What is Technology?

There is no doubt that technology is a significant part of everything that humans do, particularly in education where it has catalyzed giant leaps in the way learning is done. However, at what point did technology enter into education, and how far has it taken it?

If technology is considered as advancements in engineering, like electric cars and space shuttles, then it is clear to see that it’s only had a small influence in education. Robotics in places like Japan−where students learns to program and engineering−would be a case in point. However, technology cannot be defined in terms of what is considered to be remarkable advancements to the 21st century, as this would exclude many advancements that would not be possible without it.

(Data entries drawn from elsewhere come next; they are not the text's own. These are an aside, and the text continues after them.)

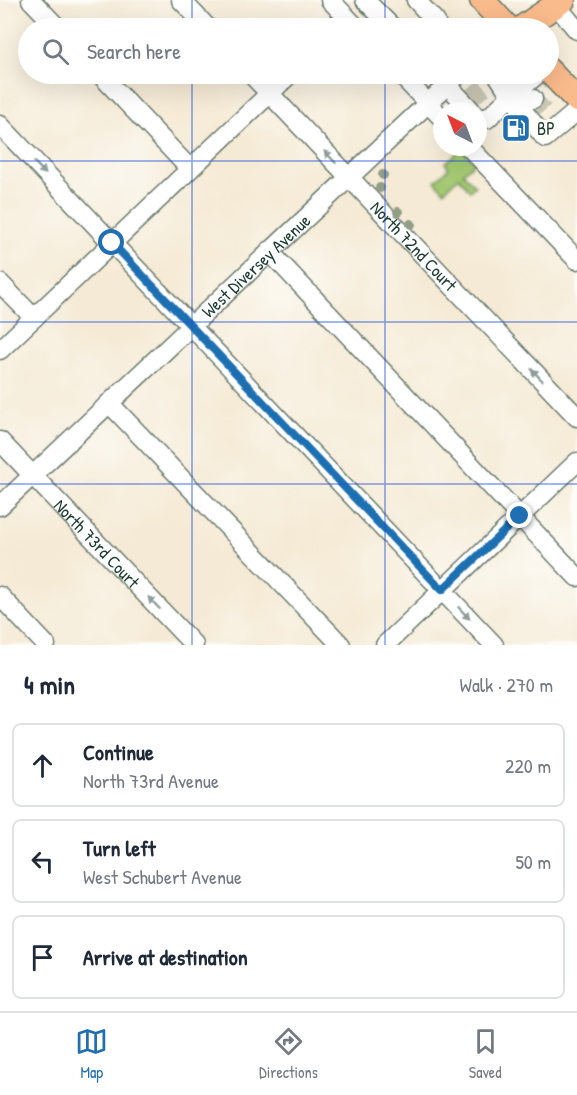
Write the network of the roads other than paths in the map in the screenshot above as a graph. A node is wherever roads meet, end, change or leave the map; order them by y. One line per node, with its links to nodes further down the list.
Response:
1 (31, 0): 8 (street)
2 (181, 0): 9 (street)
3 (330, 0): 10 (street)
4 (365, 0): 11 (street)
5 (416, 0): 12 (street)
6 (482, 0): 13 (main road)
7 (560, 2): 14 (main road); 15 (street)
8 (48, 18)
9 (198, 18)
10 (342, 18)
11 (383, 18)
12 (433, 18)
13 (499, 18)
14 (537, 18)
15 (577, 30)
16 (559, 78): 25 (main road)
17 (109, 84): 36 (street)
18 (260, 84): 26 (street, North 72nd Court)
19 (279, 84): 26 (street)
20 (409, 84): 28 (street)
21 (442, 84): 28 (street, West Diversey Avenue)
22 (453, 84): 29 (street)
23 (499, 84): 27 (street)
24 (525, 84): 27 (street)
25 (574, 89)
26 (269, 93): 36 (street); 37 (street, North 72nd Court, one-way to 26)
27 (510, 96): 32 (street); 34 (street); 34 (street)
28 (426, 102): 30 (street); 37 (street, West Diversey Avenue)
29 (467, 102)
30 (433, 109)
31 (577, 111): 34 (street)
32 (487, 119)
33 (0, 125): 38 (street, one-way to 38)
34 (540, 132)
35 (478, 156): 40 (street)
36 (190, 169): 38 (street)
37 (348, 176): 39 (street, West Diversey Avenue); 46 (street, North 72nd Court, one-way to 37)
38 (112, 243): 42 (street); 43 (street)
39 (269, 251): 43 (street, West Diversey Avenue); 51 (street)
40 (577, 260)
41 (0, 283): 42 (street)
42 (34, 318): 44 (street)
43 (190, 326): 45 (street, West Diversey Avenue); 53 (street)
44 (0, 350)
45 (109, 403): 49 (street, West Diversey Avenue); 57 (street)
46 (577, 417)
47 (0, 441): 49 (street, North 73rd Court)
48 (577, 462): 51 (street)
49 (33, 475): 50 (street, West Diversey Avenue); 56 (street, North 73rd Court, one-way to 49)
50 (0, 506)
51 (520, 516): 52 (street); 53 (street)
52 (577, 577)
53 (442, 590): 58 (street); 59 (street, one-way to 59)
54 (0, 596): 55 (street)
55 (46, 645)
56 (194, 645)
57 (341, 645)
58 (385, 645)
59 (494, 645)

Technology should be viewed as the application of knowledge obtained from scientific methodology to practical situations and problem-solving. A more fundamental description of technology would be to call it a collection of methods, knowledge, and skill that can be used to accomplish goals. Defining technology in this way opens up a new perspective on answering the question of its origins in education. For starters, it is clear that its roots in education predate robotics and programming, and extends further back to situations where basic knowledge and skills were used to facilitate learning.

Cave Paintings

Before education was organized in four-walled classrooms, it was haphazard and primitive. Cave dwellers had to learn and transfer knowledge to their young, as their lives depended on it.  They often did this by adopting a method similar to the more modern chalkboard. They used wall paintings to tell stories that could help their offspring identify friend and foe. The stakes for education were much higher back then, and so were the demands for technology, even though they didn’t know it back then. The use of cave paintings and illustrations could be considered as the earliest application of technology in education.

Pencils and Paper

By the 1900s, students had gotten new ways to document their thoughts. Pencils and paper reflected the impact of technology because they were entirely new tools, but they were made from the same materials as slates and chalkboards. With a pencil, a student could quickly correct a mistake, write and rewrite an essay, and permanently save information, as opposed to the write and erase methodology of slates.

Film Projectors

While students were replacing their slates with a flatter, more flexible alternatives, teachers also got new tools to help communicate their ideas−Magic lanterns. These projectors were introduced in the late 1800s, and they worked in the same ways that modern-day projectors do, except for the fact that they relied on candlelight and oil lanterns to illuminate their slides. By 1925, even these began to get replaced by film strip projectors. They were superior to magic lanterns because they could project several images at once. Those could even be accompanied by audiotapes and cassettes to enhance the learning experience further. This visual-audio combination proved to be an effective tool in learning, and it formed a precursor to the television as technological advancement in education.

Ballpoint Pens

The only writing instruments available in the early 1900s besides pencils were dip and fountain pens which needed to be continuously refilled. Needless to say, they posed a very significant limitation to the users. Then in 1938, Laszlo Biro created the ballpoint pen, and like most revolutionary inventions, it threatened to change the way people operated. Even though it was met by significant opposition and criticism, it was eventually adopted and formed the precursor of the pens we have today.

The Television

The television was introduced to classrooms in the 1950s and in many ways, it was an upgrade of film projectors. It was so effective that it was once believed to have the potential to replace classroom teachers altogether.  However, it was only effective in introducing ideas and generating interest in students, as there is only so much a television set can do.

The Photocopier and the Handheld Calculator

The photocopier entered the classroom in 1959 and allowed an enormous amount of materials to be produced and distributed for learning. This was followed in the early 1970s by the handheld calculator which allowed students to complete mathematical calculations. At this point, technology had made significant contributions to education. However, they were nothing compared to what would come next.

The Internet and the personal computer

The internet is often seen as the ultimate learning tool because it can connect systems from all over the world and link information that would otherwise have taken much effort to obtain. It began in 1983 as a single network of various networks of computers, and as it grew in users, the amount of available information also grew. The personal computer further added to this nexus of information.

The first personal computer was much larger than the one’s available today, cost over $1,500 and weighed about 20 pounds. Even though it was tagged personal, it was impractical for individuals to use it. As companies like Toshiba and Apple entered the computer market, they made them more readily available for individuals. The combined effects of the internet and the personal computer has taken education and learning to new heights. Now, a student can get college homework help by the Internet in no time.

The future of Technology in Education

Technology has now become inseparable from education, and that’s not likely to change soon. It allows teachers the flexibility and leeway to apply several approaches to teaching and gives students access to various forms of learning. Consider the emails for example. Teachers and students can share assignments over long distances without limitation.

There is no telling what the future of technology holds for education. This is because many of the previous advancements were thought to be the ultimate educational tool, until a better, more advanced one came along. So who is to say the same will not happen with the internet?